Мы вплотную подошли к перио­ду, когда на авансцене английской истории оказались деятели, посвятившие свои силы, свою жизнь, хотя и с различными конечными целями, делу ниспровержения «старого порядка», делу революции. Более того, деятельность Оливера Кромвеля, Джона Лильберна и Джерарда Уинстенли в такой степени окрасила течение революции и сплошь и рядом определяла направление ее развития, что попытка воссоздать их исторические портреты не­избежно перерастает в историю революции в целом. Одним словом, перед нами именно тот случай, когда драма истории народа и драма жизни его признанных героев оказываются нерасторжимыми. И потому мы вы­нуждены во избежание повторений ограничиться в дан­ном случае изложением лишь самой общей канвы событий 40 - 50-х годов, призванной служить историческим фоном, на котором портреты интересующих нас деятелей предстанут в своей неповторимой индивидуальности.

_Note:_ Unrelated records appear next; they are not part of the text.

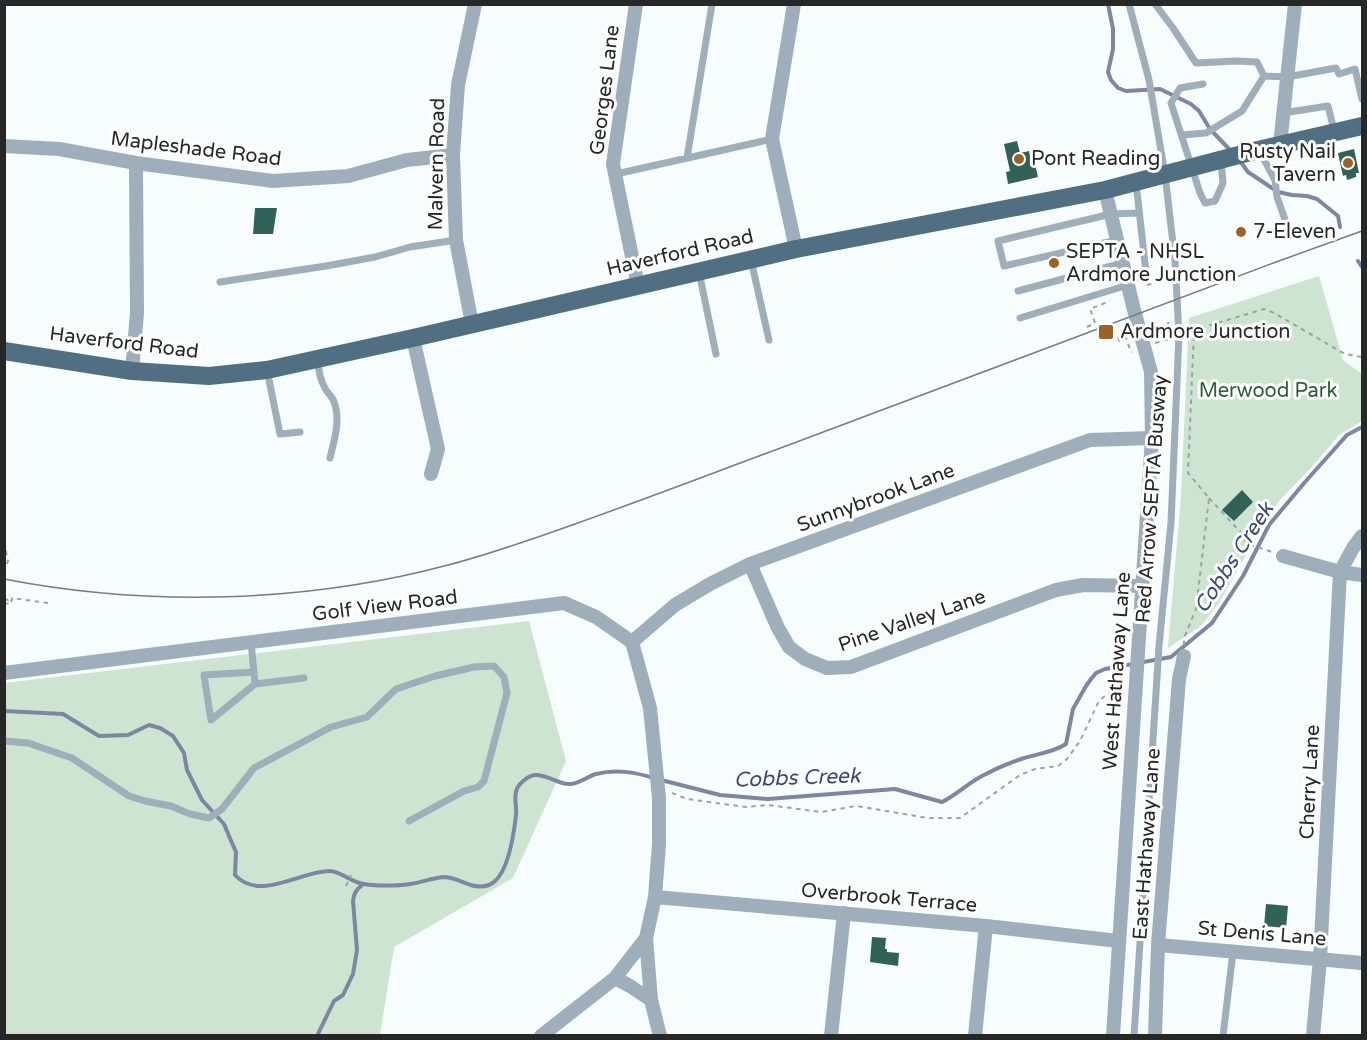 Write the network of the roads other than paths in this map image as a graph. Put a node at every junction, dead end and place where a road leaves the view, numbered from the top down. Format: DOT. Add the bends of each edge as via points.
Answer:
graph roads {
  1 [pos="475,4"];
  2 [pos="636,4"];
  3 [pos="712,4"];
  4 [pos="794,4"];
  5 [pos="1129,4"];
  6 [pos="1155,4"];
  7 [pos="1295,4"];
  8 [pos="1264,76"];
  9 [pos="1287,77"];
  10 [pos="1203,84"];
  11 [pos="1362,99"];
  12 [pos="1283,113"];
  13 [pos="1362,126"];
  14 [pos="1335,132"];
  15 [pos="1182,135"];
  16 [pos="772,139"];
  17 [pos="1280,145"];
  18 [pos="4,146"];
  19 [pos="453,155"];
  20 [pos="1238,155"];
  21 [pos="687,158"];
  22 [pos="136,162"];
  23 [pos="1192,167"];
  24 [pos="616,174"];
  25 [pos="1165,174"];
  26 [pos="1136,182"];
  27 [pos="1105,190"];
  28 [pos="1139,213"];
  29 [pos="1111,214"];
  30 [pos="1289,231"];
  31 [pos="456,240"];
  32 [pos="1117,240"];
  33 [pos="795,249"];
  34 [pos="751,260"];
  35 [pos="1123,263"];
  36 [pos="699,272"];
  37 [pos="220,282"];
  38 [pos="1127,284"];
  39 [pos="638,286"];
  40 [pos="1018,291"];
  41 [pos="1020,318"];
  42 [pos="472,324"];
  43 [pos="413,338"];
  44 [pos="769,340"];
  45 [pos="4,351"];
  46 [pos="716,354"];
  47 [pos="318,359"];
  48 [pos="267,370"];
  49 [pos="132,371"];
  50 [pos="300,432"];
  51 [pos="1152,438"];
  52 [pos="330,458"];
  53 [pos="431,474"];
  54 [pos="1362,536"];
  55 [pos="1277,554"];
  56 [pos="750,564"];
  57 [pos="1340,572"];
  58 [pos="1362,575"];
  59 [pos="1142,586"];
  60 [pos="251,642"];
  61 [pos="632,642"];
  62 [pos="1184,656"];
  63 [pos="254,672"];
  64 [pos="4,673"];
  65 [pos="304,678"];
  66 [pos="255,684"];
  67 [pos="4,741"];
  68 [pos="409,821"];
  69 [pos="655,897"];
  70 [pos="844,913"];
  71 [pos="986,926"];
  72 [pos="646,938"];
  73 [pos="1118,941"];
  74 [pos="1158,945"];
  75 [pos="1233,951"];
  76 [pos="1320,959"];
  77 [pos="1362,963"];
  78 [pos="615,978"];
  79 [pos="651,1000"];
  80 [pos="541,1035"];
  81 [pos="660,1035"];
  82 [pos="831,1035"];
  83 [pos="975,1035"];
  84 [pos="1113,1035"];
  85 [pos="1134,1035"];
  86 [pos="1155,1035"];
  87 [pos="1223,1035"];
  88 [pos="1313,1035"];
  1 -- 19 [label="street, Malvern Road" via="458,85"];
  2 -- 24 [label="street, Georges Lane" via="614,164"];
  3 -- 21 [label="lane"];
  4 -- 16 [label="street"];
  5 -- 25 [label="lane, Red Arrow SEPTA Busway" via="1149,80"];
  6 -- 8 [label="lane" via="1196,63 1257,62"];
  7 -- 9 [label="street"];
  8 -- 9 [label="lane"];
  8 -- 15 [label="lane" via="1242,111 1206,133"];
  9 -- 11 [label="lane" via="1336,68 1339,75 1355,69"];
  9 -- 12 [label="street"];
  10 -- 15 [label="lane" via="1180,88 1171,103"];
  12 -- 14 [label="lane" via="1328,106"];
  12 -- 17 [label="street"];
  13 -- 14 [label="main road, Haverford Road"];
  14 -- 17 [label="main road, Haverford Road"];
  15 -- 23 [label="lane"];
  16 -- 21 [label="lane"];
  16 -- 33 [label="street"];
  17 -- 20 [label="main road, Haverford Road"];
  18 -- 22 [label="street, Mapleshade Road" via="58,149"];
  19 -- 22 [label="street, Mapleshade Road" via="406,160 348,176 273,182"];
  19 -- 31 [label="street, Malvern Road"];
  20 -- 23 [label="main road, Haverford Road"];
  20 -- 23 [label="lane" via="1215,201 1205,203"];
  20 -- 30 [label="lane" via="1275,180"];
  21 -- 24 [label="lane"];
  22 -- 49 [label="street" via="137,313"];
  23 -- 25 [label="main road, Haverford Road"];
  24 -- 39 [label="street, Georges Lane"];
  25 -- 26 [label="main road, Haverford Road"];
  25 -- 85 [label="lane, Red Arrow SEPTA Busway" via="1179,334 1172,523 1159,646"];
  26 -- 27 [label="main road, Haverford Road"];
  26 -- 28 [label="lane"];
  27 -- 29 [label="street, West Hathaway Lane"];
  27 -- 33 [label="main road, Haverford Road"];
  28 -- 29 [label="lane"];
  28 -- 38 [label="lane" via="1146,272"];
  29 -- 32 [label="street, West Hathaway Lane"];
  29 -- 32 [label="lane" via="998,241 1004,266"];
  31 -- 37 [label="lane"];
  31 -- 42 [label="street, Malvern Road"];
  32 -- 35 [label="street, West Hathaway Lane"];
  33 -- 34 [label="main road, Haverford Road"];
  34 -- 36 [label="main road, Haverford Road"];
  34 -- 44 [label="lane"];
  35 -- 38 [label="street, West Hathaway Lane"];
  35 -- 40 [label="lane"];
  36 -- 39 [label="main road, Haverford Road"];
  36 -- 46 [label="lane"];
  38 -- 41 [label="lane"];
  38 -- 51 [label="street, West Hathaway Lane" via="1151,372"];
  39 -- 42 [label="main road, Haverford Road"];
  42 -- 43 [label="main road, Haverford Road"];
  43 -- 47 [label="main road, Haverford Road"];
  43 -- 53 [label="street" via="438,449"];
  45 -- 49 [label="main road, Haverford Road"];
  47 -- 48 [label="main road, Haverford Road"];
  47 -- 52 [label="lane" via="318,374 336,412 337,431"];
  48 -- 49 [label="main road, Haverford Road" via="209,376"];
  48 -- 50 [label="lane" via="280,434"];
  51 -- 56 [label="street, Sunnybrook Lane" via="1090,440"];
  51 -- 59 [label="street, West Hathaway Lane"];
  54 -- 57 [label="street, Cherry Lane"];
  55 -- 57 [label="street"];
  56 -- 59 [label="street, Pine Valley Lane" via="789,647 827,668 851,667 1056,590 1083,585"];
  56 -- 61 [label="street, Sunnybrook Lane" via="675,605"];
  57 -- 58 [label="street"];
  57 -- 76 [label="street, Cherry Lane"];
  59 -- 73 [label="street, West Hathaway Lane"];
  60 -- 61 [label="street, Golf View Road" via="564,603 596,617"];
  60 -- 63 [label="lane"];
  60 -- 64 [label="street, Golf View Road"];
  61 -- 69 [label="street" via="650,708 658,786"];
  62 -- 74 [label="street, East Hathaway Lane"];
  63 -- 66 [label="lane"];
  63 -- 66 [label="lane" via="204,675 211,720"];
  65 -- 66 [label="lane"];
  67 -- 68 [label="lane" via="28,743 72,758 129,796 209,818 222,809 254,768 331,726 367,717 396,689 435,676 494,666 504,677 507,693 484,781"];
  69 -- 70 [label="street, Overbrook Terrace"];
  69 -- 72 [label="street"];
  70 -- 71 [label="street, Overbrook Terrace"];
  70 -- 82 [label="street"];
  71 -- 73 [label="street, Overbrook Terrace"];
  71 -- 83 [label="street"];
  72 -- 78 [label="street"];
  72 -- 79 [label="street"];
  73 -- 84 [label="street, West Hathaway Lane"];
  74 -- 75 [label="street, St Denis Lane"];
  74 -- 86 [label="street, East Hathaway Lane"];
  75 -- 76 [label="street, St Denis Lane"];
  75 -- 87 [label="lane"];
  76 -- 77 [label="street, St Denis Lane"];
  76 -- 88 [label="street, Cherry Lane"];
  78 -- 79 [label="street"];
  78 -- 80 [label="street"];
  79 -- 81 [label="street"];
} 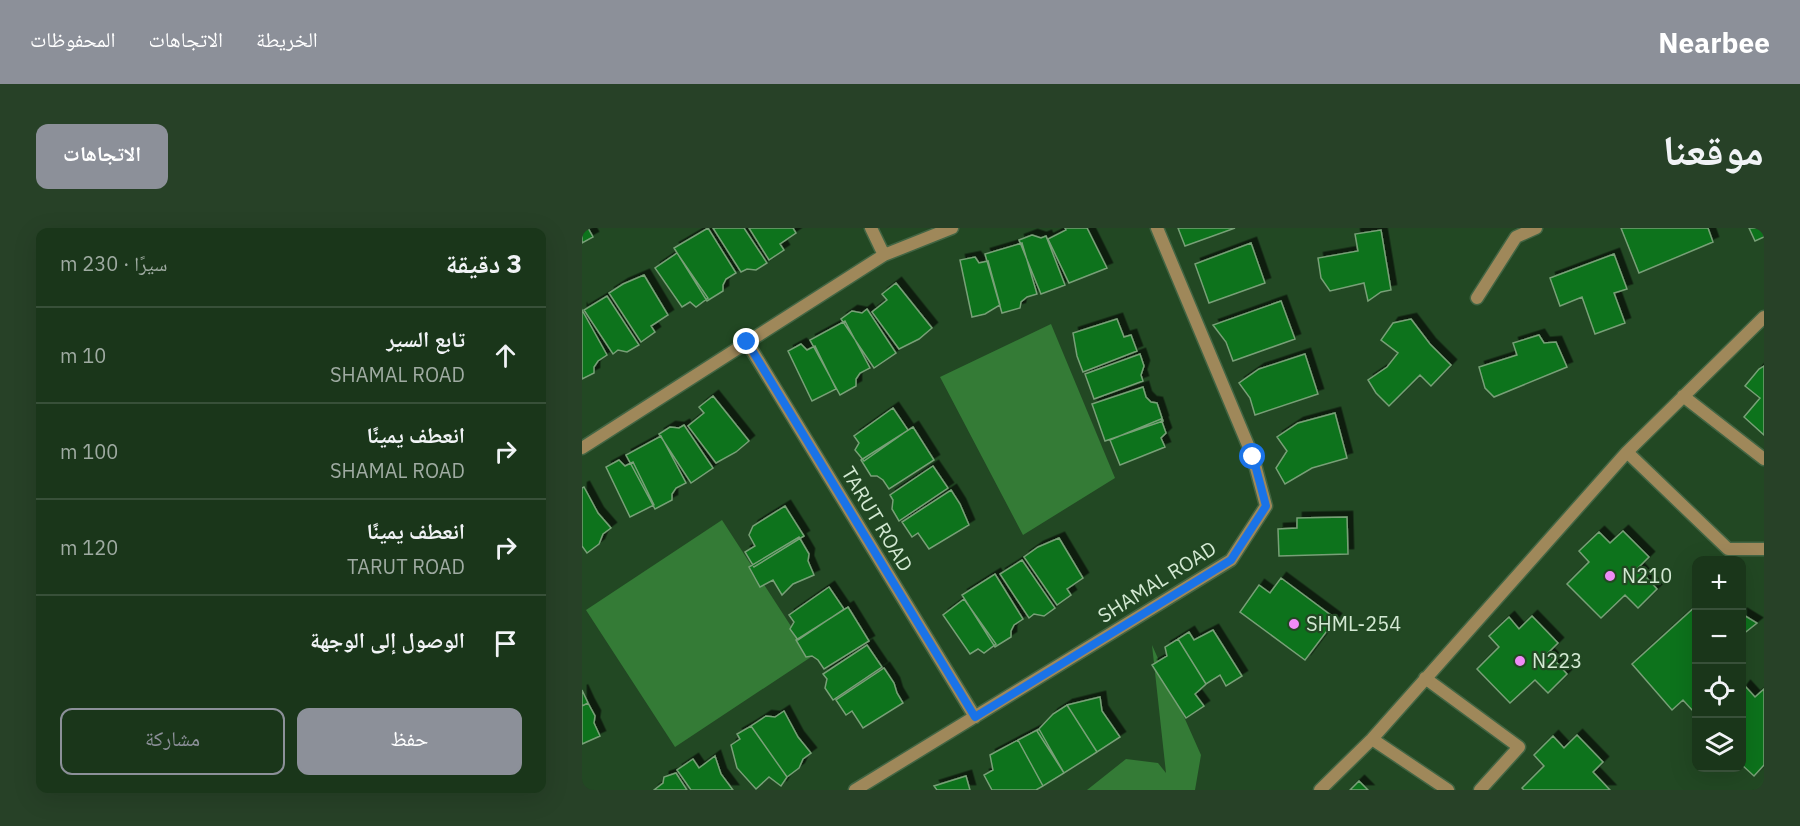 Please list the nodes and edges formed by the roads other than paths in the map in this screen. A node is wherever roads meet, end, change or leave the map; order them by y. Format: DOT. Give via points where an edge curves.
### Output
graph roads {
  1 [pos="871,228"];
  2 [pos="952,228"];
  3 [pos="1157,228"];
  4 [pos="1536,228"];
  5 [pos="884,255"];
  6 [pos="1477,298"];
  7 [pos="1764,316"];
  8 [pos="747,342"];
  9 [pos="1683,396"];
  10 [pos="582,448"];
  11 [pos="1627,452"];
  12 [pos="1764,459"];
  13 [pos="1764,549"];
  14 [pos="1425,678"];
  15 [pos="975,717"];
  16 [pos="1372,739"];
  17 [pos="855,790"];
  18 [pos="1320,790"];
  19 [pos="1448,790"];
  20 [pos="1480,790"];
  1 -- 5 [label="street"];
  2 -- 5 [label="street"];
  3 -- 15 [label="street, SHAMAL ROAD" via="1253,457 1266,506 1231,560"];
  4 -- 6 [label="street" via="1516,237"];
  5 -- 8 [label="street"];
  7 -- 9 [label="street"];
  8 -- 10 [label="street"];
  8 -- 15 [label="street, TARUT ROAD"];
  9 -- 11 [label="street"];
  9 -- 12 [label="street"];
  11 -- 13 [label="street" via="1728,549"];
  11 -- 14 [label="street"];
  14 -- 16 [label="street"];
  14 -- 20 [label="street" via="1520,747"];
  15 -- 17 [label="street, SHAMAL ROAD"];
  16 -- 18 [label="street"];
  16 -- 19 [label="street"];
}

Как известно, в советской историографии движение революции середины XVII века по восходящей принято подразделять на четыре этапа:

1) конституционный («мирный») этап (3 ноября 1640 - 22 августа 1642 г.);

2) первая гражданская война (1642 - 1646);

3) борьба за углубление демократического содержа­ния революции (1646 - 1649);

4) индепендентская Республика (1649 - 1653).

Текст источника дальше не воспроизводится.